Assignment >> Without altering a word, return the records below, but exclude the pictures.

*** Opening of Source information ***

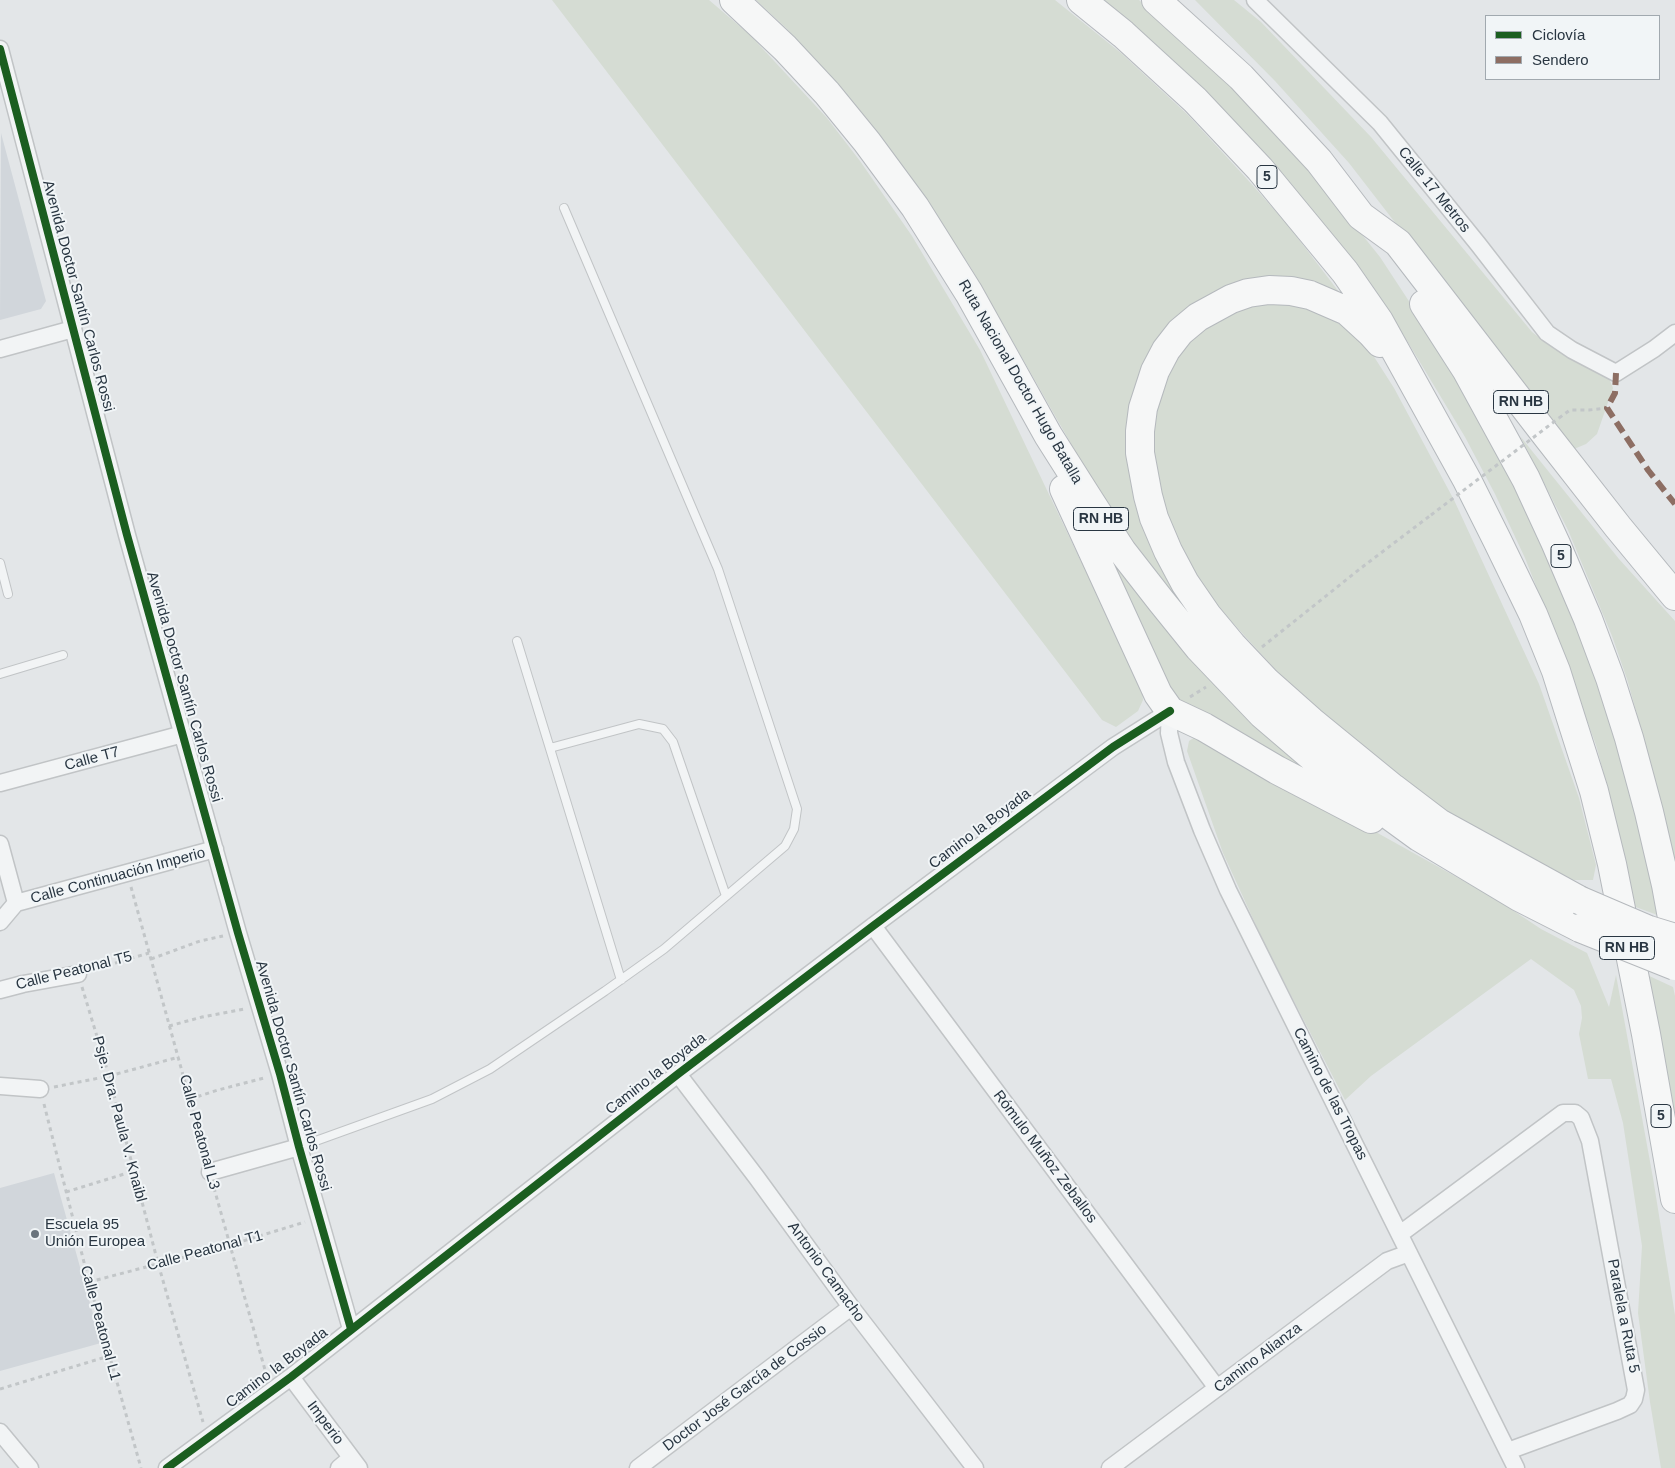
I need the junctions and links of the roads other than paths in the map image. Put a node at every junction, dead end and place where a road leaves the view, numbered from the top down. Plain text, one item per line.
1 (734, 0) edge
2 (1081, 0) edge
3 (1158, 0) edge
4 (1254, 0) edge
5 (0, 49) edge
6 (564, 208) dead end
7 (1361, 216) junction
8 (72, 329) junction
9 (1675, 333) edge
10 (0, 349) edge
11 (1414, 386) junction
12 (1048, 435) junction
13 (0, 563) edge
14 (8, 594) dead end
15 (1675, 596) edge
16 (517, 641) dead end
17 (63, 655) dead end
18 (1236, 667) junction
19 (0, 674) edge
20 (1170, 711) junction
21 (183, 734) junction
22 (550, 748) junction
23 (0, 783) edge
24 (1419, 838) junction
25 (0, 844) edge
26 (215, 849) junction
27 (726, 896) junction
28 (16, 903) junction
29 (0, 922) edge
30 (873, 926) junction
31 (1675, 934) edge
32 (1675, 938) edge
33 (1675, 966) edge
34 (78, 974) road end
35 (621, 980) junction
36 (0, 990) edge
37 (678, 1074) junction
38 (0, 1086) edge
39 (40, 1089) road end
40 (299, 1148) junction
41 (210, 1172) road end
42 (1675, 1199) edge
43 (1400, 1234) junction
44 (1409, 1253) junction
45 (851, 1307) junction
46 (352, 1329) junction
47 (291, 1377) junction
48 (1217, 1388) junction
49 (0, 1432) edge
50 (1508, 1451) junction
51 (350, 1465) edge
52 (30, 1468) edge
53 (167, 1468) edge
54 (638, 1468) edge
55 (975, 1468) edge
56 (1110, 1468) edge
57 (1516, 1468) edge

1 - 12 highway, Ruta Nacional Doctor Hugo Batalla / RN HB
2 - 11 highway, 5
3 - 7 highway, RN HB
4 - 9 street, Calle 17 Metros
5 - 8 street, Avenida Doctor Santín Carlos Rossi
6 - 27 lane
7 - 15 highway, RN HB
7 - 31 highway, 5
8 - 10 street
8 - 21 street, Avenida Doctor Santín Carlos Rossi
11 - 18 highway
11 - 42 highway, 5
12 - 18 highway, Ruta Nacional Doctor Hugo Batalla / RN HB
12 - 20 highway
13 - 14 lane
16 - 22 lane
17 - 19 lane
18 - 24 highway, Ruta Nacional Doctor Hugo Batalla / RN HB
18 - 32 highway, bridge
20 - 24 highway
20 - 30 street, Camino la Boyada
20 - 43 street, Camino de las Tropas
21 - 23 street, Calle T7
21 - 26 street, Avenida Doctor Santín Carlos Rossi
22 - 27 lane
22 - 35 lane
24 - 33 highway, Ruta Nacional Doctor Hugo Batalla / RN HB, bridge
25 - 28 street
26 - 28 street, Calle Continuación Imperio
26 - 40 street, Avenida Doctor Santín Carlos Rossi
27 - 35 lane
28 - 29 street, Calle Continuación Imperio
30 - 37 street, Camino la Boyada
30 - 48 street, Rómulo Muñoz Zeballos
34 - 36 street, Calle Peatonal T5
35 - 40 lane
37 - 45 street, Antonio Camacho
37 - 46 street, Camino la Boyada
38 - 39 street
40 - 41 street
40 - 46 street, Avenida Doctor Santín Carlos Rossi
43 - 44 street, Camino de las Tropas
43 - 50 street, Paralela a Ruta 5
44 - 48 street, Camino Alianza
44 - 50 street, Camino de las Tropas
45 - 54 street, Doctor José García de Cossio
45 - 55 street, Antonio Camacho
46 - 47 street, Camino la Boyada
47 - 51 street, Imperio
47 - 53 street, Camino la Boyada
48 - 56 street, Camino Alianza
49 - 52 street
50 - 57 street, Camino de las Tropas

*** Close of Source information ***

Reply >>
I need the junctions and links of the roads other than paths in the map image. Put a node at every junction, dead end and place where a road leaves the view, numbered from the top down. Plain text, one item per line.
1 (734, 0) edge
2 (1081, 0) edge
3 (1158, 0) edge
4 (1254, 0) edge
5 (0, 49) edge
6 (564, 208) dead end
7 (1361, 216) junction
8 (72, 329) junction
9 (1675, 333) edge
10 (0, 349) edge
11 (1414, 386) junction
12 (1048, 435) junction
13 (0, 563) edge
14 (8, 594) dead end
15 (1675, 596) edge
16 (517, 641) dead end
17 (63, 655) dead end
18 (1236, 667) junction
19 (0, 674) edge
20 (1170, 711) junction
21 (183, 734) junction
22 (550, 748) junction
23 (0, 783) edge
24 (1419, 838) junction
25 (0, 844) edge
26 (215, 849) junction
27 (726, 896) junction
28 (16, 903) junction
29 (0, 922) edge
30 (873, 926) junction
31 (1675, 934) edge
32 (1675, 938) edge
33 (1675, 966) edge
34 (78, 974) road end
35 (621, 980) junction
36 (0, 990) edge
37 (678, 1074) junction
38 (0, 1086) edge
39 (40, 1089) road end
40 (299, 1148) junction
41 (210, 1172) road end
42 (1675, 1199) edge
43 (1400, 1234) junction
44 (1409, 1253) junction
45 (851, 1307) junction
46 (352, 1329) junction
47 (291, 1377) junction
48 (1217, 1388) junction
49 (0, 1432) edge
50 (1508, 1451) junction
51 (350, 1465) edge
52 (30, 1468) edge
53 (167, 1468) edge
54 (638, 1468) edge
55 (975, 1468) edge
56 (1110, 1468) edge
57 (1516, 1468) edge

1 - 12 highway, Ruta Nacional Doctor Hugo Batalla / RN HB
2 - 11 highway, 5
3 - 7 highway, RN HB
4 - 9 street, Calle 17 Metros
5 - 8 street, Avenida Doctor Santín Carlos Rossi
6 - 27 lane
7 - 15 highway, RN HB
7 - 31 highway, 5
8 - 10 street
8 - 21 street, Avenida Doctor Santín Carlos Rossi
11 - 18 highway
11 - 42 highway, 5
12 - 18 highway, Ruta Nacional Doctor Hugo Batalla / RN HB
12 - 20 highway
13 - 14 lane
16 - 22 lane
17 - 19 lane
18 - 24 highway, Ruta Nacional Doctor Hugo Batalla / RN HB
18 - 32 highway, bridge
20 - 24 highway
20 - 30 street, Camino la Boyada
20 - 43 street, Camino de las Tropas
21 - 23 street, Calle T7
21 - 26 street, Avenida Doctor Santín Carlos Rossi
22 - 27 lane
22 - 35 lane
24 - 33 highway, Ruta Nacional Doctor Hugo Batalla / RN HB, bridge
25 - 28 street
26 - 28 street, Calle Continuación Imperio
26 - 40 street, Avenida Doctor Santín Carlos Rossi
27 - 35 lane
28 - 29 street, Calle Continuación Imperio
30 - 37 street, Camino la Boyada
30 - 48 street, Rómulo Muñoz Zeballos
34 - 36 street, Calle Peatonal T5
35 - 40 lane
37 - 45 street, Antonio Camacho
37 - 46 street, Camino la Boyada
38 - 39 street
40 - 41 street
40 - 46 street, Avenida Doctor Santín Carlos Rossi
43 - 44 street, Camino de las Tropas
43 - 50 street, Paralela a Ruta 5
44 - 48 street, Camino Alianza
44 - 50 street, Camino de las Tropas
45 - 54 street, Doctor José García de Cossio
45 - 55 street, Antonio Camacho
46 - 47 street, Camino la Boyada
47 - 51 street, Imperio
47 - 53 street, Camino la Boyada
48 - 56 street, Camino Alianza
49 - 52 street
50 - 57 street, Camino de las Tropas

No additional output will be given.